Atherosclerotic kidney disease

As life expectancy increases, atherosclerotic disease of the kidney is emerging as a major category of chronic tubulointerstitial nephropathy. Unfortunately, no unanimity on nomenclature exists among experts, and kidney disease in this category is variably termed ischemic nephropathy, renovascular disease, and nephrosclerosis.

In all likelihood, cases of so-called hypertensive kidney disease or hypertensive nephrosclerosis belong in the category of atherosclerotic kidney disease. Lack of appropriate diagnosis can explain the discrepancy in the incidence of kidney disease in hypertensive populations in Europe and the United States. In Europe, kidney disease is found in only about 1% of hypertensive populations, while in the United States 30% of all end-stage disease requiring dialysis is attributed to hypertensive kidney disease.

Atherosclerotic kidney disease is typically observed in elderly white males who smoke, but it is by no means confined to this population. Many individuals with dyslipidemia and other atherosclerotic phenomena, such as coronary artery disease, carotid artery disease, and peripheral arterial disease, are prone to involvement of renal arteries, regardless of age.

Often, these patients have hypertension, not necessarily severe, with elevated serum creatinine and urea nitrogen and proteinuria, 1-2 g/d. The course of progression of the kidney disease is usually slower than in patients with glomerular diseases such as diabetic nephropathy. Diagnosis can usually be made clinically, and radiologic investigations, such as duplex scanning of the renal arteries, digital subtraction angiography, or magnetic resonance imaging, reveal atherosclerotic stenosis of the renal arteries. Kidney biopsy is seldom necessary and, if performed, shows nonspecific changes of chronic tubulointerstitial nephritis, ie, tubular atrophy, fibrosis, and arterial or arteriolar sclerosis with paucity of cellular infiltration. Because these patients tend to have atherosclerotic complications, they are likely to experience multiple contrast procedures and hence are at risk for acute recurrent contrast nephropathy, which can accelerate progression to end-stage renal disease.

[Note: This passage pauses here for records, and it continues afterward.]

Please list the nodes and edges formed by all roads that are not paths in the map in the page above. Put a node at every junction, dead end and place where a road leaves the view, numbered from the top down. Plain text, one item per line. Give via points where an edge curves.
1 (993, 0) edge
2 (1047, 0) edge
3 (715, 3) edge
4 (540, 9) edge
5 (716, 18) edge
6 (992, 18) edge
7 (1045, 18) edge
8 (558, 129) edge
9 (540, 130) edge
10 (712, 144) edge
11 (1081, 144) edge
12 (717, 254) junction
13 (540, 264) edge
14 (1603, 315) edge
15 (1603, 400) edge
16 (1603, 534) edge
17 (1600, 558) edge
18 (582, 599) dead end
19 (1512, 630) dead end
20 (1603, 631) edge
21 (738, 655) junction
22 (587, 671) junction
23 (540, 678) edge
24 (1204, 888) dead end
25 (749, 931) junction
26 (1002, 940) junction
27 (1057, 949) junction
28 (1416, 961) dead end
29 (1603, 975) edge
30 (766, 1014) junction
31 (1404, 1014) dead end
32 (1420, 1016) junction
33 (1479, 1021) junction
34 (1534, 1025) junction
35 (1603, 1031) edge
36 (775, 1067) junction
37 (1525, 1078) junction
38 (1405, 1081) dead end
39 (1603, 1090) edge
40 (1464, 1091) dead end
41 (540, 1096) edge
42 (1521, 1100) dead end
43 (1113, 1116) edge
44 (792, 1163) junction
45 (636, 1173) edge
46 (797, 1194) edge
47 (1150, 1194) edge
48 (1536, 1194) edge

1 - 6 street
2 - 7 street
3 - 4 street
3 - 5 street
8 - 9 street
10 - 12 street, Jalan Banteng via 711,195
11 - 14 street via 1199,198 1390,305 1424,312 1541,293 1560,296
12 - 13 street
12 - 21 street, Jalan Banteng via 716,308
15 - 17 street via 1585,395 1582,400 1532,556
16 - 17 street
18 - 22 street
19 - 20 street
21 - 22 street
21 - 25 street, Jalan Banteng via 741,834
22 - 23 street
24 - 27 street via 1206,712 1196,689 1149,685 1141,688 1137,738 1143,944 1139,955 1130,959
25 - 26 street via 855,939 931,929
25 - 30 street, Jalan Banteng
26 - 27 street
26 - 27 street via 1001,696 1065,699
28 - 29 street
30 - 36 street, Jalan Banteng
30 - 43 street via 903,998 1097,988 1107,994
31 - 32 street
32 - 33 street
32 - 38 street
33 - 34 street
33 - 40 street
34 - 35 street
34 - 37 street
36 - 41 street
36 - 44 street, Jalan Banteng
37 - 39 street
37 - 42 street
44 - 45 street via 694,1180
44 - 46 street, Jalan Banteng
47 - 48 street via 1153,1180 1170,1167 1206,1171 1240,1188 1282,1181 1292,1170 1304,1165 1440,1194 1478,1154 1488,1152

No specific therapy is available, but good control of hypertension, cessation of smoking, and vigorous control of dyslipidemia with diet and with hepatic 3-methylglutaryl coenzyme A (HMG-CoA) reductase inhibitors are expected to result in improved outcomes.

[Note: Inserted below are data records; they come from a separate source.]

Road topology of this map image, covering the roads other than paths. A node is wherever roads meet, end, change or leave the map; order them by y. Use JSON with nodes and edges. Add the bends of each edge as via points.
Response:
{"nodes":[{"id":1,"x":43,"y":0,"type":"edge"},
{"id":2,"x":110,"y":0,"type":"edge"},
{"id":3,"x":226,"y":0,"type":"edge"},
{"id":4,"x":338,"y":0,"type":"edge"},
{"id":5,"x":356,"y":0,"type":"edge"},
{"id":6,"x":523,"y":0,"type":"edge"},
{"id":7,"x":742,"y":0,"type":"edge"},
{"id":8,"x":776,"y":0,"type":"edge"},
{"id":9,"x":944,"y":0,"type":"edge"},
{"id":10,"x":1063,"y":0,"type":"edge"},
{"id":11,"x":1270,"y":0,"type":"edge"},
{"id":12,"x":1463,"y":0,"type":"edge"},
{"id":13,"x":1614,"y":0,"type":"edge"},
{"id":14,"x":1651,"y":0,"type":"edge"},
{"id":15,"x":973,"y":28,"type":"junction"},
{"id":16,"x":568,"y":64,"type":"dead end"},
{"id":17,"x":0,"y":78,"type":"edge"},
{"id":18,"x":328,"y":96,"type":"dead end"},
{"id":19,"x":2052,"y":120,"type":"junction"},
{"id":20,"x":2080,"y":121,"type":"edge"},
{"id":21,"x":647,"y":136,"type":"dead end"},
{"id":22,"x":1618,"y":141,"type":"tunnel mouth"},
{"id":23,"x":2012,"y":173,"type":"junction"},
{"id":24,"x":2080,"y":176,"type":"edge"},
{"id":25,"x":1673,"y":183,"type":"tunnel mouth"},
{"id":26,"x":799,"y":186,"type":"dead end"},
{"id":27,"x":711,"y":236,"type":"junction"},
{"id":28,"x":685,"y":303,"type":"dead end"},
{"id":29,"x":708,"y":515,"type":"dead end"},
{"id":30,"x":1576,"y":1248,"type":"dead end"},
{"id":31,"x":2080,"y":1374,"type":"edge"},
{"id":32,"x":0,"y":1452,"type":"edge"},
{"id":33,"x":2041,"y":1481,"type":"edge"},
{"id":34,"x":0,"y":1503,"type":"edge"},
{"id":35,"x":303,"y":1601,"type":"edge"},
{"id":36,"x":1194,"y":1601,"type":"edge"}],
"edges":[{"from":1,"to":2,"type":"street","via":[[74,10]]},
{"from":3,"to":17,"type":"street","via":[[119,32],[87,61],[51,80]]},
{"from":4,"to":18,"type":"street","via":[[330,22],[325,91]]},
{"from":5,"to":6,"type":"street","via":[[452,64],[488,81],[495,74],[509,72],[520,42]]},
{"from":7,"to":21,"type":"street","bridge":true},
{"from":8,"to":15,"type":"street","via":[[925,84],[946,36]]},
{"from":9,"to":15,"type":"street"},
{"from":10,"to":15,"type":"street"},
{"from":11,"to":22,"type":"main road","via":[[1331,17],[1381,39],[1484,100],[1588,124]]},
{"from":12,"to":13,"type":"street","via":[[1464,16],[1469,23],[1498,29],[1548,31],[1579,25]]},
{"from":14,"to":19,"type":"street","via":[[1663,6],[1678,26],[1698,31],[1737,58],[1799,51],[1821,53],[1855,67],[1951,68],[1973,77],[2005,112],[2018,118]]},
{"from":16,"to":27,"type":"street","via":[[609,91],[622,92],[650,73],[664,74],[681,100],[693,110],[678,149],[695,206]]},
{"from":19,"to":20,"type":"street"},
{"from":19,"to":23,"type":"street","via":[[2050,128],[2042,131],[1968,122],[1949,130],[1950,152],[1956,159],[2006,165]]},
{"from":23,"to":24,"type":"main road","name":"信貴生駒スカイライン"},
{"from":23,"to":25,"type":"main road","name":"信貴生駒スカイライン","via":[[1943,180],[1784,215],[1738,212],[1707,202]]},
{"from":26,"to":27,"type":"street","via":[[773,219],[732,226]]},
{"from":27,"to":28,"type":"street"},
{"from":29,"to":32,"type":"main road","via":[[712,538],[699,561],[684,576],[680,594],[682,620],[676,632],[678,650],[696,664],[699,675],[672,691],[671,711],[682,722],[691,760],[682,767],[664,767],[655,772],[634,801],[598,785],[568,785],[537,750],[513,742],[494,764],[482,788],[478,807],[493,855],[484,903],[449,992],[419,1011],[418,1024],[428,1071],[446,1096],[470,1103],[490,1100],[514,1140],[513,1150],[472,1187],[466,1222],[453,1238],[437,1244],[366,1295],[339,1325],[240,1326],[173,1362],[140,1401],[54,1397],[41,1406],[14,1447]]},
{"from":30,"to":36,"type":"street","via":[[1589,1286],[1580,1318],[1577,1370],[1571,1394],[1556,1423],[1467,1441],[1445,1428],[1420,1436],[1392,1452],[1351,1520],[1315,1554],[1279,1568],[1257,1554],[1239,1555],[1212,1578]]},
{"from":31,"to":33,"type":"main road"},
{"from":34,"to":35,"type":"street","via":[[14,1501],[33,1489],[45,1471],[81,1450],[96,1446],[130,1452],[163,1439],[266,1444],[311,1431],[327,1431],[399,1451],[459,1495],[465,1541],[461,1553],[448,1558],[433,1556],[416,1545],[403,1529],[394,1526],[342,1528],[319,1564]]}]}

Cholesterol microembolic disease and nephropathy

This is a unique syndrome that has been recognized in the setting of catheter procedures involving vasculature above the renal arteries, such as coronary angiography, although it can occur in patients on anticoagulation; it can even spontaneously. The pathophysiology is destabilization of atheroma plaques, either during catheter manipulation or spontaneously, resulting in showering of cholesterol crystals downstream and eventual lodging of needle-shaped cholesterol crystals in small arterioles within the kidney vessels (see Images 8-9).

Microemboli can also occur in the central nervous system and retinal arteries (called Hollenhorst plaques). In the extremities, distal vessel emboli may result in small superficial skin infarcts (scabs). More extensive cholesterol microembolization to the extremities can result in the characteristic livedo reticularis appearance in the lower extremities. Oddly, some patients have other systemic signs and symptoms, such as low-grade fever, leukocytosis, eosinophilia, elevated sedimentation rate, and hypocomplementemia.

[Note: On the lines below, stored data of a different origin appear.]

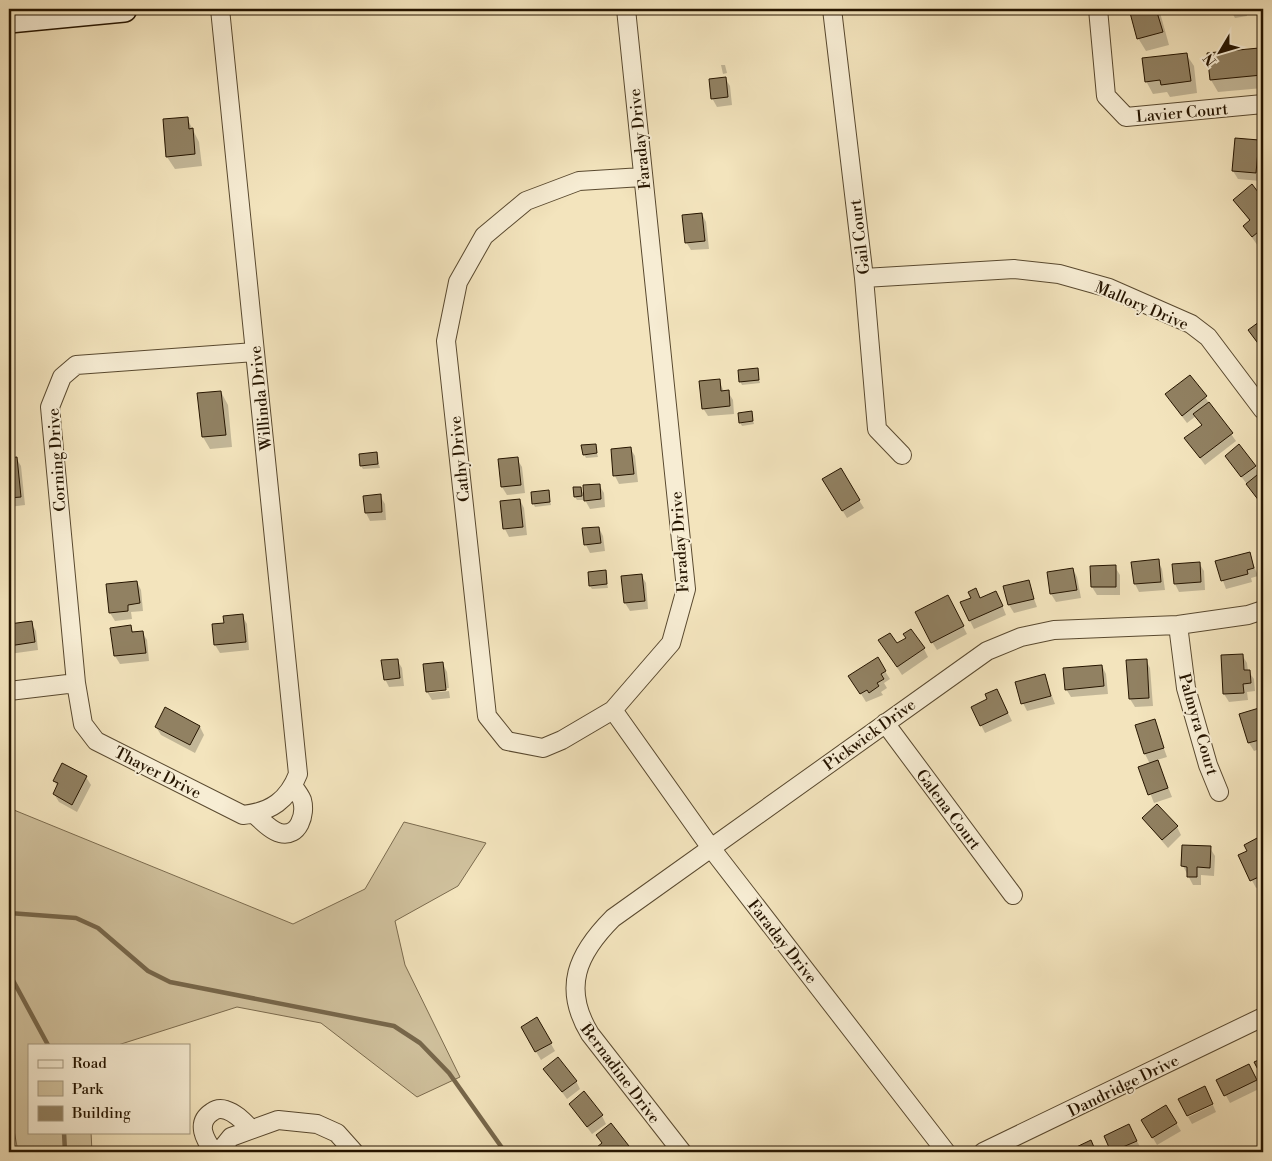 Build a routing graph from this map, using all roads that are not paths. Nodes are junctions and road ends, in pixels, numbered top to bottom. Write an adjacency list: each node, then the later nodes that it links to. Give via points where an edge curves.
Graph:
1 (124, 9): 6 (street)
2 (220, 9): 10 (street, Willinda Drive)
3 (626, 9): 8 (street, Faraday Drive)
4 (832, 9): 9 (street, Gail Court)
5 (1098, 9): 7 (street, Lavier Court, via 1106,96 1126,117)
6 (9, 20)
7 (1263, 104)
8 (642, 177): 17 (street, Faraday Drive, via 686,589 671,643); 17 (street, Cathy Drive, via 579,181 526,201 484,236 458,282 446,341 487,716 507,741 543,748)
9 (864, 278): 11 (street, Mallory Drive, via 1014,269 1059,274 1109,288 1191,324 1208,337); 12 (street, Gail Court, via 877,429)
10 (255, 352): 15 (street, Corning Drive, via 76,365 62,377 50,407); 19 (street, Willinda Drive, via 298,774)
11 (1263, 410)
12 (902, 455)
13 (1263, 610): 14 (street, Pickwick Drive)
14 (1178, 625): 18 (street, Pickwick Drive, via 1054,630 1021,637 987,651); 20 (street, Palmyra Court, via 1186,688)
15 (76, 683): 16 (street); 21 (street, Thayer Drive, via 83,724 96,741 243,815)
16 (9, 691)
17 (613, 710): 22 (street, Faraday Drive)
18 (885, 723): 22 (street, Pickwick Drive); 23 (street, Galena Court)
19 (293, 786): 21 (street, Willinda Drive, via 278,805); 21 (street, via 302,800 300,826 280,834)
20 (1219, 792)
21 (254, 814)
22 (711, 848): 24 (street, Pickwick Drive, via 613,918 595,935 575,974); 31 (street, Faraday Drive)
23 (1013, 896)
24 (579, 1016): 30 (street, Bernadine Drive)
25 (1263, 1017): 32 (street, Dandridge Drive)
26 (251, 1128): 27 (street, via 227,1110 217,1109 208,1114 202,1131); 28 (street, via 231,1137); 29 (street, via 278,1120 300,1120 338,1133)
27 (214, 1152)
28 (219, 1152)
29 (354, 1152)
30 (682, 1152)
31 (946, 1152)
32 (983, 1152)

Cholesterol microembolism usually causes acute renal failure of varying degrees, with some spontaneous improvement in renal function but often with permanent residual renal damage. Kidney biopsy during the acute phase shows the characteristic needle-shaped clefts caused by the cholesterol crystals within the small- and medium-sized arterioles (see Images 8-9) accompanied by patchy tubulointerstitial nephritis with mild mononuclear cellular infiltration. No effective treatment for this disorder is available.

Metabolic disorders and nephropathy

Hypercalcemia, chronic potassium depletion, and cystinosis can lead to chronic tubulointerstitial nephritis. Hypercalcemia is the most common cause. Chronic hypercalcemia can occur in primary hyperparathyroidism, sarcoidosis, multiple myeloma, and other neoplasms (particularly with bone metastases) and in vitamin D intoxication. Even transient hypercalcemia can lead to chronic renal insufficiency; renal involvement is mostly confined to the distal tubular structures. Clinically, polyuria and concentrating defect are common. During acute hypercalcemia, urinary concentrating defect can lead to dehydration and may aggravate acute renal failure. Radiologic examinations may reveal nephrocalcinosis, and renal stone formation can be a complicating factor in hypercalcemia.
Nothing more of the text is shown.